A Outstanding work, showing a mastery of material and synthesis with your own original thinking. Students is always prepared for class, shows a high caliber of oral and written work, which includes reading outside of the textbook and a clear analysis of theories. Student participates fully in class discussions and in group project.
B Very good work, significantly better than average, with thorough preparation, clear cogent prose in written and oral work, shows frequent and appropriate contributions in class, mastery of content with evidence of original thought and analysis.
C Average work, satisfactory. Student is well prepared for class, uses clear, correct prose in written and oral work, including class discussions.
D Below standard work, credit is given for the work, though the amount and/or quality falls below the standards of the class.
F Insufficient and/or unacceptable work because the amount and/or quality falls below the standards of the class.
1. Before the class, read the chapters in text book, as assigned in course schedule. This reading includes the extra case studies and discussion points in boxes throughout the text. It is wise to think about the Critical Thinking Questions at the end of each chapter. Reading the chapters before class is essential in order to enhance participation in class discussion and to be able to ask questions of the instructor about the material.
2. There will be 3 oral presentations in total, these are noted in the course schedule. The first two are individual presentations and the third is a group presentation.
3. Each student will be evaluated on a group project. The evaluation will consist of: observation of input into the group process, assessment of the content and presentation of the final project.
4. Each individual will choose one aspect of the overall planning project that they wish to explore in more depth and will investigate this further outside of class as an individual project (a list of possibilities will be provided in lab). This will involve learning more about the principles being explored in lab, an elaboration of their application to the overall design process and investigation into how the chosen topic fits into the overall plan.
5. There will be two exams. Exams will consist of multiple choice and short answer questions. Each exam will cover material presented since the last exam from readings, lectures and discussions.
6. There will be one written essay, chosen from a range of essay questions to be assigned by the instructor. This essay will be 1500 - 2000 words in length. Each student will hand in work towards this essay in the middle of the term. This is an assessed midway plan, and will include: Mind Map of essay structure, working bibliography and thesis statement. These will be graded and handed back with comments for assisting you in completing the final assignment. This is in order to enhance the opportunities for the student to write a good essay and to learn from the experience. There will be a handout describing the essay questions and assessment procedure.
7 . There will be a field trip, and 2 extra planning sessions on campus that will include practical work outside.
EVALUATION WILL BE BASED ON THE FOLLOWING POINTS:
FINAL GRADES WILL BE ASSIGNED ON THE FOLLOWING BASIS:
A = 90 - 100 %
C = 70 - 79 %
D = 60 - 69 %
F = below 60 %
Assignments must be handed in on time (see course schedule for dates).
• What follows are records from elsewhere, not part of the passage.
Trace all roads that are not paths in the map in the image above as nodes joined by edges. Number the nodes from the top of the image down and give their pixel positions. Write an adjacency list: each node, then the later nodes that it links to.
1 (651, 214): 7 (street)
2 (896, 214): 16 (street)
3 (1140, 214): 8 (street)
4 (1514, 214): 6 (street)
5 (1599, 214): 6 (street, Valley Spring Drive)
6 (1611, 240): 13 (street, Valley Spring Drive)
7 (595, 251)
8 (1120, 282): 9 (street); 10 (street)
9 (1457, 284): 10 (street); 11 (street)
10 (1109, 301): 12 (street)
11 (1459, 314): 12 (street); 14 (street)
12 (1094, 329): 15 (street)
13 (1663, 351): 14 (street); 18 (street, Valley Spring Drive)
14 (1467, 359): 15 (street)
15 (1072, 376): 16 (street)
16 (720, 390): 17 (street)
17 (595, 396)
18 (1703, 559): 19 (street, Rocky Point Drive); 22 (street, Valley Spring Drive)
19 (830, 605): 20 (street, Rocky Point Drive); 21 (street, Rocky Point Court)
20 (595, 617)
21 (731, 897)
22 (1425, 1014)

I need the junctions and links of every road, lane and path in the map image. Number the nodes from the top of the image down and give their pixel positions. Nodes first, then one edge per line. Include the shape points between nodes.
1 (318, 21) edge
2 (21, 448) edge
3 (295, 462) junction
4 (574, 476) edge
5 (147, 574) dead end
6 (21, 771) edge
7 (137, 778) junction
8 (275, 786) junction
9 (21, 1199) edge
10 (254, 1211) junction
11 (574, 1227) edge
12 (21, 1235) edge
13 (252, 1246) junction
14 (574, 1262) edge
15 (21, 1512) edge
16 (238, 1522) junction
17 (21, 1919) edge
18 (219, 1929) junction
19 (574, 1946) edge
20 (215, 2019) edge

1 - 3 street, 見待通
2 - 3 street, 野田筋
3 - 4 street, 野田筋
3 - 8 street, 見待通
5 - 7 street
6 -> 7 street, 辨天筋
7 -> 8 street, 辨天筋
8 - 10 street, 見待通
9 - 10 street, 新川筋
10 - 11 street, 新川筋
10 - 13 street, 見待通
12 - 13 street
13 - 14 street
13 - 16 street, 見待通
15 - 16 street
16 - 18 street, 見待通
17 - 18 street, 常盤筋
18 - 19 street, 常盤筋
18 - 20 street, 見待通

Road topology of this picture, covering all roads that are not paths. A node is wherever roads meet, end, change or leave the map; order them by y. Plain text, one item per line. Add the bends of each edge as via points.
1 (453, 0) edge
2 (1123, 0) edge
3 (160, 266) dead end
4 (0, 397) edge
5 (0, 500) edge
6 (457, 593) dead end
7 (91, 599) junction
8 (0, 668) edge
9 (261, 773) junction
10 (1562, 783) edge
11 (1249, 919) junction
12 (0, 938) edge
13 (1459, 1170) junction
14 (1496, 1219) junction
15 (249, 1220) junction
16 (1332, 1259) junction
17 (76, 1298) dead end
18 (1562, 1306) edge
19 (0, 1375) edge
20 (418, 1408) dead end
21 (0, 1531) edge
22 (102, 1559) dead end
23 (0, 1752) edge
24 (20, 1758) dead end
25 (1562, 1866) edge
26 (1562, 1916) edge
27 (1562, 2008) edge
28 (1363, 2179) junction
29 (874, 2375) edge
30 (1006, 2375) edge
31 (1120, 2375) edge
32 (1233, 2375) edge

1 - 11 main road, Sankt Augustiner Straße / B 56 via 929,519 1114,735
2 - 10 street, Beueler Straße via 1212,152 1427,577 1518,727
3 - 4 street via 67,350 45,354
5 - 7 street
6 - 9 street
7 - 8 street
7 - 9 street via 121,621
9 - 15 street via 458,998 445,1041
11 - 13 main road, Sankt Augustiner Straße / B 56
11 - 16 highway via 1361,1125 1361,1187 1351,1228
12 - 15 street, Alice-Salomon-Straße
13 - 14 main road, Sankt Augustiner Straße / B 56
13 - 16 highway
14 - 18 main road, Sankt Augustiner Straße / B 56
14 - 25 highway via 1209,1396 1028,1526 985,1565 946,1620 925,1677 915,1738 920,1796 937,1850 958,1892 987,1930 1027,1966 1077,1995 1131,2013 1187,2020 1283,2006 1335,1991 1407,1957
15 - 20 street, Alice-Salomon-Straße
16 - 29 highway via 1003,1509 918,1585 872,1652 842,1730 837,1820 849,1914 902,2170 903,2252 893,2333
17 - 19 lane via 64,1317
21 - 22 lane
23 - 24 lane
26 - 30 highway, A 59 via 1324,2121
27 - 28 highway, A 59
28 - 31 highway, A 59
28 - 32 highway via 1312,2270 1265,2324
Any late assignments must be discussed and agreed by instructor one week before the deadline, and must stem from unexpected and extreme circumstances. Exams must be taken on the date specified unless arranged in advance with instructor.
A Mind Map is a graphic technique for representing ideas, using words, images, symbols and color. Tony Buzan, president of the Brain Foundation, founder of The Brain Trust and creator of the concept of mental literacy, developed the technique. Mind Mapping is based on patterns found in nature and research on how humans think and use their minds. These techniques will be taught and used through-out the course, and participants will learn how to use mind maps for teaching, in group work and for design, creative thinking and organizing ideas. The ‘Mind Map Book’ by Tony Buzan, Plume/Penguin publishers, is excellent.